I’ve just read an open letter in Western Friend online that describes a proposed restructuring of AFSC, which includes funding an additional management layer. [https://westernfriend.org/media/afsc-perilous-crossroads]
The restructuring is presumed to be in line with the goals in an AFSC 2020-2030 strategic plan, and will facilitate AFSC’s role in “the state of the world.” The strategic plan has lofty goals - “just and sustainable peace,” “sustainable economic systems,” “challenge forced displacement.” At the same time, it “aspire[s] to be agile,” “promote financial sustainability,” and “become a learning organization . . .”
I have a few questions for reflection. Has the good work done by the AFSC over the past hundred-plus years been grass-roots driven and focused to good effect? Has it been agile? Has it been cost-effective? Has it attempted to address the “state of the world” in ways that can make a local difference with the hope of ripple effect by example?
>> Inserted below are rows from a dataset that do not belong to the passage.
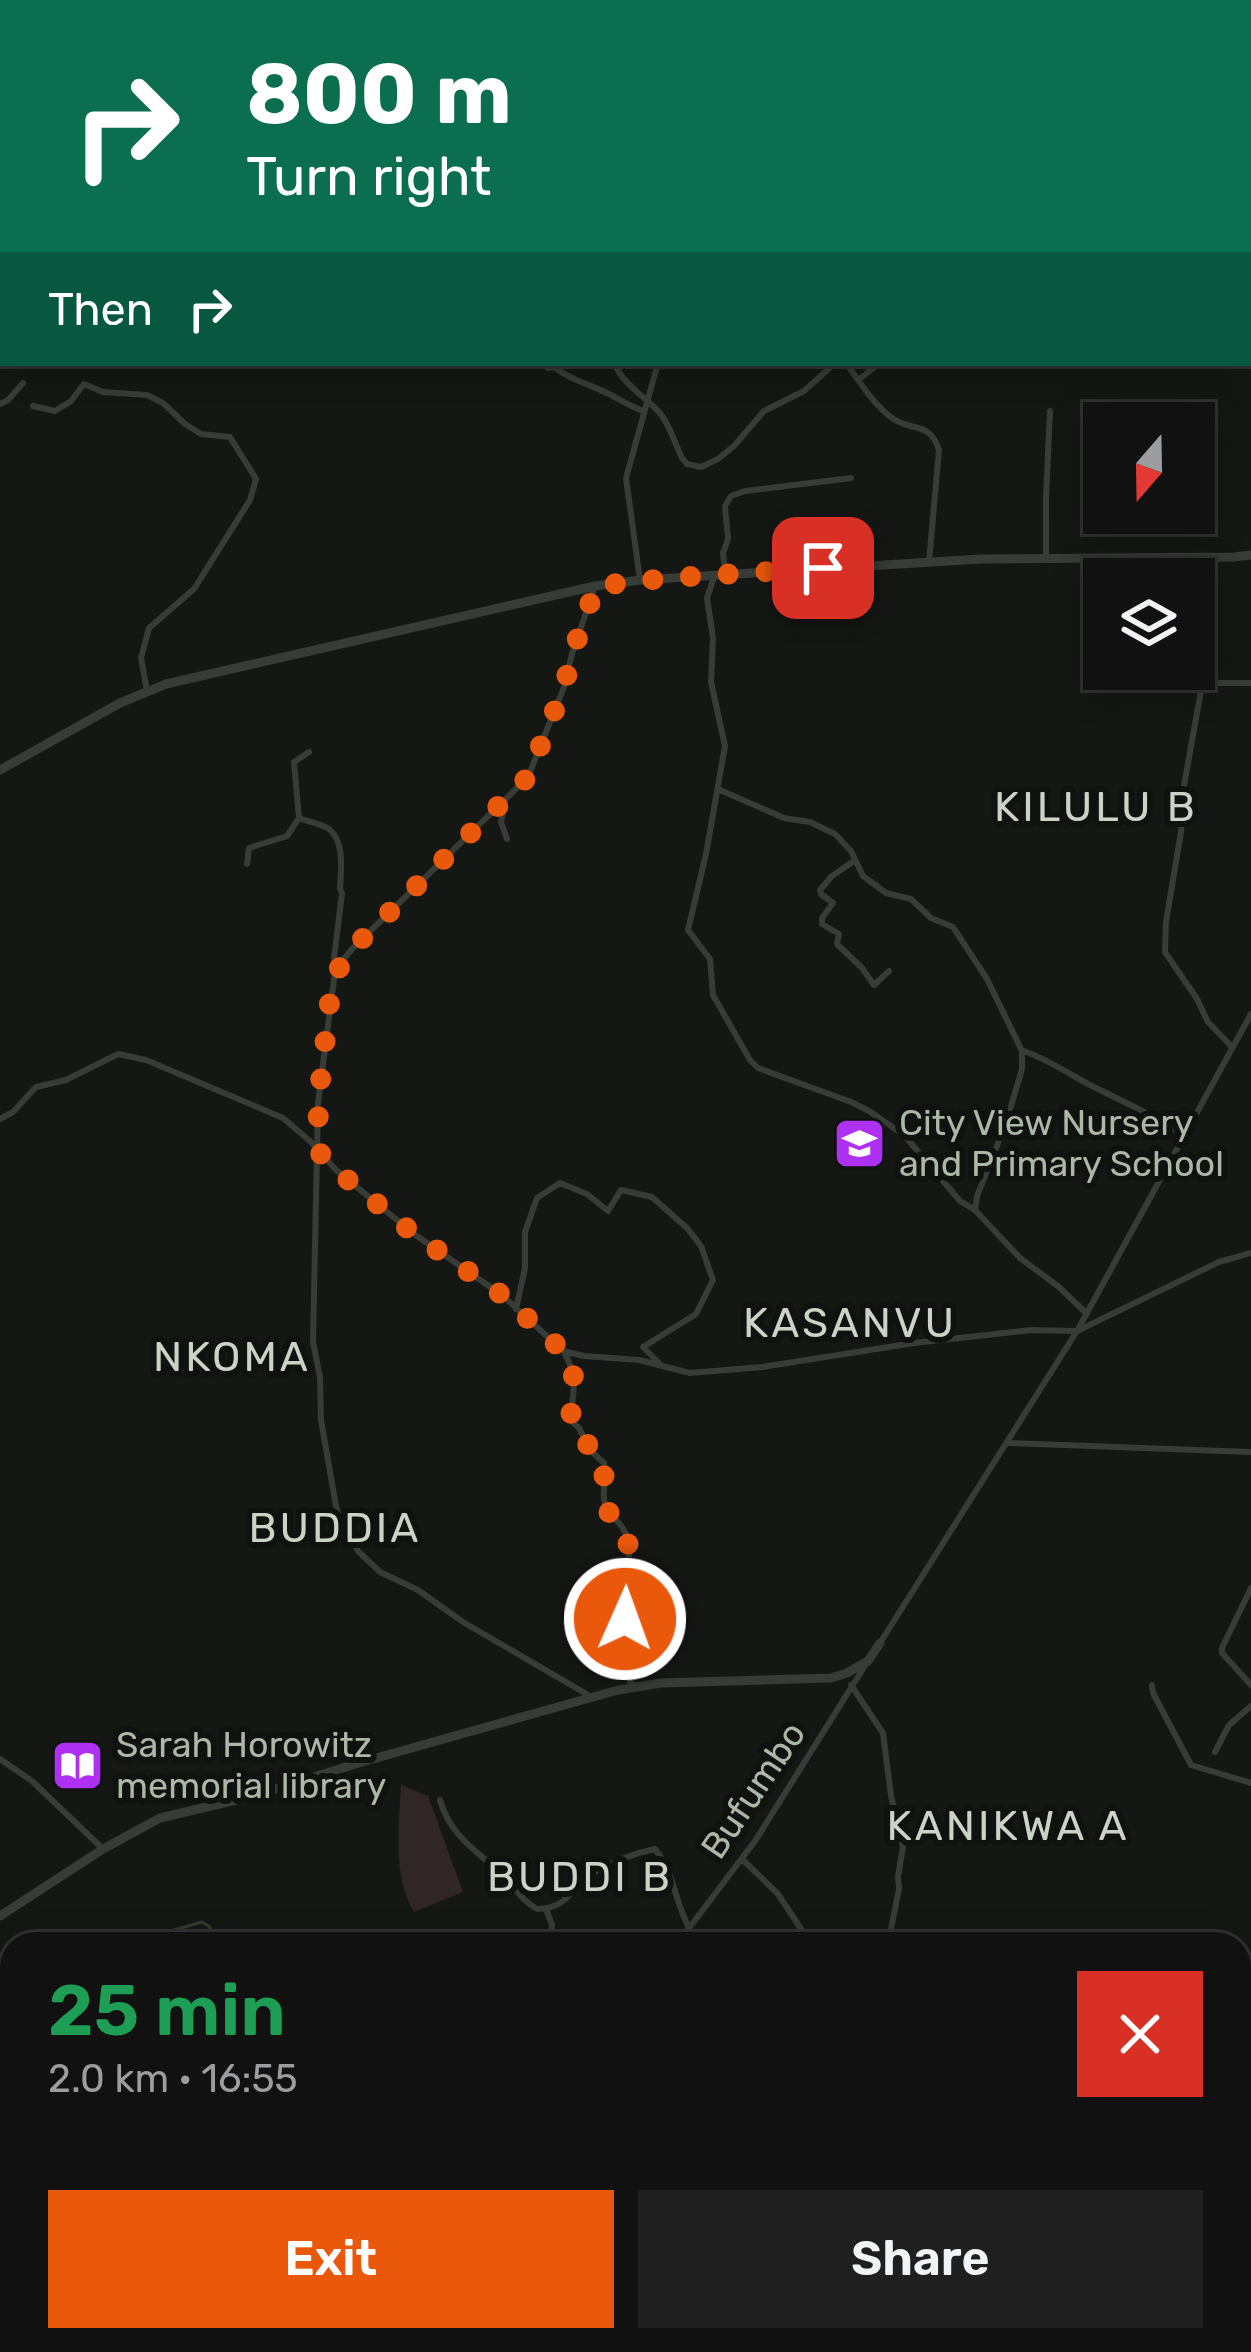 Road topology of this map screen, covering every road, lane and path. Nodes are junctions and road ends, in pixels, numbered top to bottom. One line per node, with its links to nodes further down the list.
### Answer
1 (615, 366): 11 (street)
2 (657, 366): 11 (street)
3 (832, 366): 11 (street)
4 (848, 366): 7 (street)
5 (876, 366): 7 (street)
6 (548, 368): 11 (street)
7 (858, 380): 18 (street)
8 (22, 383): 9 (street)
9 (0, 404)
10 (33, 406): 25 (street)
11 (645, 407): 20 (street)
12 (1050, 410): 17 (street)
13 (850, 478): 19 (street)
14 (1251, 554): 16 (street)
15 (1099, 557): 16 (street); 17 (street)
16 (1210, 557)
17 (1046, 558): 18 (street)
18 (929, 562): 19 (street)
19 (720, 574): 20 (street); 28 (street)
20 (640, 580): 21 (street)
21 (596, 586): 25 (street); 29 (street)
22 (1251, 683): 23 (street)
23 (1215, 684)
24 (1201, 690): 37 (street)
25 (147, 691): 27 (street)
26 (309, 752): 30 (street)
27 (1, 768)
28 (718, 789): 32 (street); 44 (street)
29 (506, 797): 31 (street); 34 (street)
30 (299, 818): 33 (street); 34 (street)
31 (507, 838)
32 (855, 860): 35 (street); 38 (street)
33 (247, 864)
34 (342, 961): 42 (street)
35 (889, 971)
36 (1251, 1014): 37 (street)
37 (1232, 1047): 41 (street)
38 (1022, 1051): 41 (street); 44 (street)
39 (0, 1119): 40 (street)
40 (301, 1133): 42 (street); 43 (street)
41 (1185, 1136): 47 (street)
42 (318, 1137): 43 (street)
43 (319, 1152): 46 (street); 62 (street)
44 (975, 1210): 47 (street)
45 (1251, 1253): 48 (street)
46 (516, 1309): 49 (street); 51 (street)
47 (1087, 1314): 48 (street)
48 (1077, 1331): 51 (street); 53 (street)
49 (563, 1351): 50 (street); 52 (street)
50 (584, 1356): 51 (street); 52 (street)
51 (662, 1366)
52 (573, 1370): 61 (street)
53 (1008, 1443): 54 (street); 56 (street)
54 (1251, 1452)
55 (1251, 1588): 58 (street)
56 (880, 1643): 57 (street)
57 (868, 1661): 59 (street, Bufumbo); 61 (street)
58 (1251, 1684)
59 (851, 1685): 69 (street, Bufumbo); 76 (street)
60 (1152, 1685): 66 (street)
61 (640, 1688): 62 (street)
62 (592, 1697): 68 (street)
63 (1251, 1706): 64 (street)
64 (1216, 1752)
65 (0, 1759): 68 (street)
66 (1251, 1783)
67 (440, 1800): 70 (street)
68 (103, 1849): 71 (street)
69 (742, 1859): 72 (street, Bufumbo); 75 (street)
70 (546, 1909): 72 (street); 73 (street)
71 (0, 1916)
72 (689, 1928): 74 (street, Bufumbo)
73 (551, 1932)
74 (687, 1932)
75 (803, 1932)
76 (890, 1932)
Will installing a layer of paid middle management (potentially disconnected from boots on the ground) accomplish better results? In my opinion, layers of management do not make an organization agile; they make an organization policy-driven, rather than reactive and supportive of its constituencies on the ground. I realize a balance is required. One question is whether the organizational structure works well in its current form. I’m reminded of the expression “let the punishment fit the crime.” Let the strategic plan fit the organization.
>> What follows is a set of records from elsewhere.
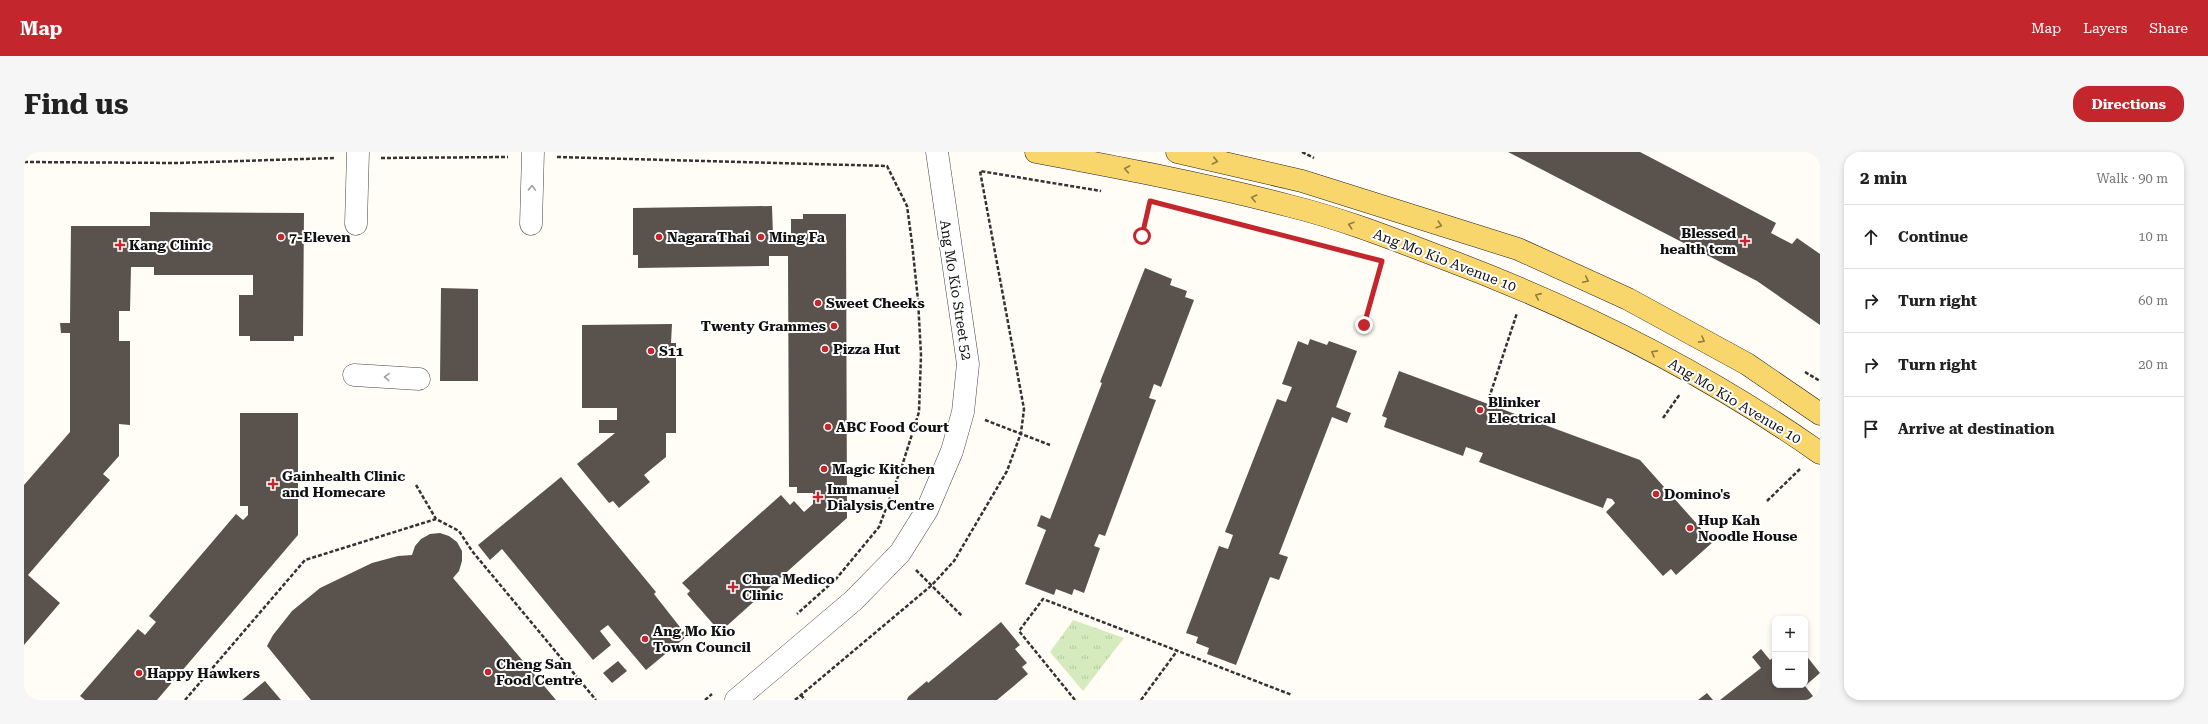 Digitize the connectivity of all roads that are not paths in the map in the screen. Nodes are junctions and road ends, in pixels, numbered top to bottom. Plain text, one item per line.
1 (937, 152) edge
2 (1036, 152) edge
3 (1178, 152) edge
4 (533, 154) edge
5 (357, 155) edge
6 (356, 224) dead end
7 (530, 224) dead end
8 (354, 375) dead end
9 (419, 379) dead end
10 (1820, 414) edge
11 (1820, 453) edge
12 (736, 700) edge

1 - 12 street, Ang Mo Kio Street 52
11 -> 2 main road, Ang Mo Kio Avenue 10
3 -> 10 main road, Ang Mo Kio Avenue 10
7 -> 4 street
5 - 6 street
9 -> 8 street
– John Gotts, Pullman-Moscow Friends Meeting, Idaho (NPYM)
I’ve been quite disappointed in recent years by AFSC programs that seem to be almost solely oriented towards “advocacy,” i.e., preaching only to liberal Quakers in an effort to radicalize them, rather than engaging more Quakers (of all varieties and political persuasions), wherever they are at, in service in ways that feel authentic to them, and that build unity across the spectrum (whether liberal, evangelical, conservative, convergent, orthodox, etc.). This is compounded by the fact that a vanishingly small percentage of AFSC staff are professed Quakers themselves. Although some may consider him a gadfly, Chuck Fager put it at around 0.5% in 2018 (that’s one-half of one percent, in case readers were wondering whether that decimal point was in the right place), and AFSC has not to my knowledge offered any correction to this number. While the Quaker way is indeed bottoms-up and self-organizing, in order for this to be successful, it presumes that the participants are themselves following the Quaker way in the first place.
– Mike Clarke, University Friends Meeting, Seattle (NPYM)
[These letters were abridged from originals found at: westernfriend.discussion.community/post/afsc-is-at-a-crossroads-12183841]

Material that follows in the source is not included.